Some of the same members who have shut down the federal government, initially to make a rhetorical point about preventing access to health insurance for the lower and middle class, were willing to throw 800,000 hard-working people out of work, including people who deal with infectious disease control (before a salmonella outbreak) and emergency management personnel (ahead of Tropical Storm Karen).
Some of these same millionaires have voted recently to cut billions from the Supplemental Nutrition Assistance Program — food stamps — while long-term unemployment persists. But the exclusive congressional gyms remain open.

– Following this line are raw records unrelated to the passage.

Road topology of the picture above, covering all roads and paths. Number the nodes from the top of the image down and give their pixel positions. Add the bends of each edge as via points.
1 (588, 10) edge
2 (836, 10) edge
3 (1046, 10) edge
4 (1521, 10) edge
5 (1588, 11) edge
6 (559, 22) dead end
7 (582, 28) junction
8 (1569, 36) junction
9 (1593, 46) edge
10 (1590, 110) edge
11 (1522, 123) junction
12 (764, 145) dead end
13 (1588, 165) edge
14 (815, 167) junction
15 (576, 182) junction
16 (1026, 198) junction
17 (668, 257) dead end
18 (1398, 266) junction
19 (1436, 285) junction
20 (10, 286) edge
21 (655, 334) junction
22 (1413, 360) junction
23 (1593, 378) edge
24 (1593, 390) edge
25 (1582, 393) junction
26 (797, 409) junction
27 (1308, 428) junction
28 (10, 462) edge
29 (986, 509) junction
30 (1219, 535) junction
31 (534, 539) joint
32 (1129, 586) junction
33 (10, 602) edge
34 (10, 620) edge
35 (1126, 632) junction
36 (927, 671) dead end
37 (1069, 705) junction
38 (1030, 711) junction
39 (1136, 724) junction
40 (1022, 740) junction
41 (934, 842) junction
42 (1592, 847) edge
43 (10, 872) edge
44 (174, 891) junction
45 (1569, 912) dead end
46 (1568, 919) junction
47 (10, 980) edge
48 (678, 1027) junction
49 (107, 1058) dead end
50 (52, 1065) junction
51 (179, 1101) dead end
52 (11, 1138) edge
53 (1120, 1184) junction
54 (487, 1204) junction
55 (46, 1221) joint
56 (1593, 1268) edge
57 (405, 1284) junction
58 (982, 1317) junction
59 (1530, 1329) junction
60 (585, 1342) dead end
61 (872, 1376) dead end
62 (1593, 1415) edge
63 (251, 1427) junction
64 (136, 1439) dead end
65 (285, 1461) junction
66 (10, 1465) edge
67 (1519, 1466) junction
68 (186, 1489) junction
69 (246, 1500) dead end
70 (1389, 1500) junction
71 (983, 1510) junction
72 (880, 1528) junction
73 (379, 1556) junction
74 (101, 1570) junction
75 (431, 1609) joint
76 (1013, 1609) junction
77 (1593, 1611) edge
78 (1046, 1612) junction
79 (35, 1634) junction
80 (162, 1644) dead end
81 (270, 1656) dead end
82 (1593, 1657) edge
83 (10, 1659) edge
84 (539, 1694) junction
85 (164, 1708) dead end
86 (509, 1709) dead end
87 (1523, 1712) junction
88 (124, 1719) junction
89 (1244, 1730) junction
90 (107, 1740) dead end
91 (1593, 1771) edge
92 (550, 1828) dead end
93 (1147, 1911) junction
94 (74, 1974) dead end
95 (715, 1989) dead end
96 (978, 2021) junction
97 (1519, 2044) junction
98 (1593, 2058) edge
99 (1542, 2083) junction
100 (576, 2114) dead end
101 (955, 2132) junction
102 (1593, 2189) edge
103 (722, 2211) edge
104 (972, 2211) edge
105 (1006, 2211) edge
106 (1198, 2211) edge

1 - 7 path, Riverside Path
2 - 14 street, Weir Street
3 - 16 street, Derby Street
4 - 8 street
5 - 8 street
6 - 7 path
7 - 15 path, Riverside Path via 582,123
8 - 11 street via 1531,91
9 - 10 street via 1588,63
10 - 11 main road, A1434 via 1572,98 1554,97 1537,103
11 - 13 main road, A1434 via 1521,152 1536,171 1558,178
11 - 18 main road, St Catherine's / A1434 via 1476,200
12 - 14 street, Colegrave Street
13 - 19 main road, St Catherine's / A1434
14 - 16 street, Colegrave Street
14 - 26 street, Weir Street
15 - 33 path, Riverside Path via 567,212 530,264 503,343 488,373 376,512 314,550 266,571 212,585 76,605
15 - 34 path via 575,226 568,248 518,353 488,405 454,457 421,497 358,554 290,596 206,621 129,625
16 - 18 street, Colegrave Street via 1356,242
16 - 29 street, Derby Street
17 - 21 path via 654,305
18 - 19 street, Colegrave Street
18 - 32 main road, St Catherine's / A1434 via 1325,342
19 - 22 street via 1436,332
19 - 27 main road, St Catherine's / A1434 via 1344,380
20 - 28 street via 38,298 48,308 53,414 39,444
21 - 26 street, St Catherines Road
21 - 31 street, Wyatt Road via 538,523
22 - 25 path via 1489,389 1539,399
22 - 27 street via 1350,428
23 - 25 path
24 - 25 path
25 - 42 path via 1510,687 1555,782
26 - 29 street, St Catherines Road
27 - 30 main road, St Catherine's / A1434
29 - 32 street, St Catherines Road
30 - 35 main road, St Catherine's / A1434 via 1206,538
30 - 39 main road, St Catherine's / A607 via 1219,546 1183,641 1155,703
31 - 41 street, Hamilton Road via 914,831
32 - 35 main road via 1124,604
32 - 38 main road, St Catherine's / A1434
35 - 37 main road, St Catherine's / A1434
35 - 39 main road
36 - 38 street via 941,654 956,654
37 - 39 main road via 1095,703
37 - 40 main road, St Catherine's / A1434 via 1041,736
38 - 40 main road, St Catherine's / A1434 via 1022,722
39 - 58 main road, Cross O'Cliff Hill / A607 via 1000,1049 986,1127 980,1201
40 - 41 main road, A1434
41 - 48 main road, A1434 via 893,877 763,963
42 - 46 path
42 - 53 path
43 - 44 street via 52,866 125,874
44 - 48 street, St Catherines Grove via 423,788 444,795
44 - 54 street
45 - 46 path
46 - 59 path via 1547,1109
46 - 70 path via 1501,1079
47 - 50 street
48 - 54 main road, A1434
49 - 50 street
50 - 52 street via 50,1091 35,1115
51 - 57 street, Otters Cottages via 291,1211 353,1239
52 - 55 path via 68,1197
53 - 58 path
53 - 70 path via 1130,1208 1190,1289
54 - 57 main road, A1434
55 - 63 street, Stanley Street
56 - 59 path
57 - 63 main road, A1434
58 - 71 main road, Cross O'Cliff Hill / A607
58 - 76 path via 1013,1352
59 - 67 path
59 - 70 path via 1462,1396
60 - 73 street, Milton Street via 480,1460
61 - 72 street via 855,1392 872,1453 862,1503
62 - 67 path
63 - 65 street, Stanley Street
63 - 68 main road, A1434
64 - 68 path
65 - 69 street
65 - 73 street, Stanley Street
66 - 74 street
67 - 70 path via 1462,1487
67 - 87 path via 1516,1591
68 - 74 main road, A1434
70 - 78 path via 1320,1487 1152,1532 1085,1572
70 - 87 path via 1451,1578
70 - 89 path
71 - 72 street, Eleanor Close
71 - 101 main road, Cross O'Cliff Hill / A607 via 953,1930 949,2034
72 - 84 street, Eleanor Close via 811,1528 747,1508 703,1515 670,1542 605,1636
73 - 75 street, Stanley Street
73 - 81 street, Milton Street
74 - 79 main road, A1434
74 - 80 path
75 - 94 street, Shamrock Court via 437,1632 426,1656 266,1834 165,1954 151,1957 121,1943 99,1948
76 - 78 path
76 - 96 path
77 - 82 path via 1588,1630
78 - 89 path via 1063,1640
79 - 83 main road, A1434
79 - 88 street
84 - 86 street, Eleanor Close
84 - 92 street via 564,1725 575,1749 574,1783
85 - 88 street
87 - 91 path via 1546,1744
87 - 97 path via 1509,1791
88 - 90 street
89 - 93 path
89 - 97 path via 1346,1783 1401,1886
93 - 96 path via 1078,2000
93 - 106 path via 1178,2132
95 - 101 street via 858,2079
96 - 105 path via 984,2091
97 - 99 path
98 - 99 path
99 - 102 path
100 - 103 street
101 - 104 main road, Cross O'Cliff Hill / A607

What does it say about Congress’ concern for the little guy that members are orders of magnitude better off than even their well-off constituents, living like potentates? Is it any wonder polls show levels of confidence for Congress bordering on contempt when it comes to its ability to look out for the interests of the common man and woman?
What does it say about voters that this wealth gap might not be an issue come Election Day after such demonstrations of insensitivity.
THERE HAS BEEN a lot of finger-pointing about who is responsible for the shutdown, with some serious political scientists blaming insular voters for banding together more tightly than ever in gerrymandered blue and red districts. There’s something to that. But one thing almost all of our elected representatives have in common is that they seldom live as commoners. They’re immune to the harms they inflict. Meanwhile, their investment portfolios can make up their forsaken salaries in no time.
As of Friday, roughly 250 of the 535 representatives and senators have said they’d forgo their salaries, including one waiting until Day 10 of the shutdown. We’ve seen through their phony offer of sacrifice. So let them keep their paychecks. Empty gestures don’t buy respect.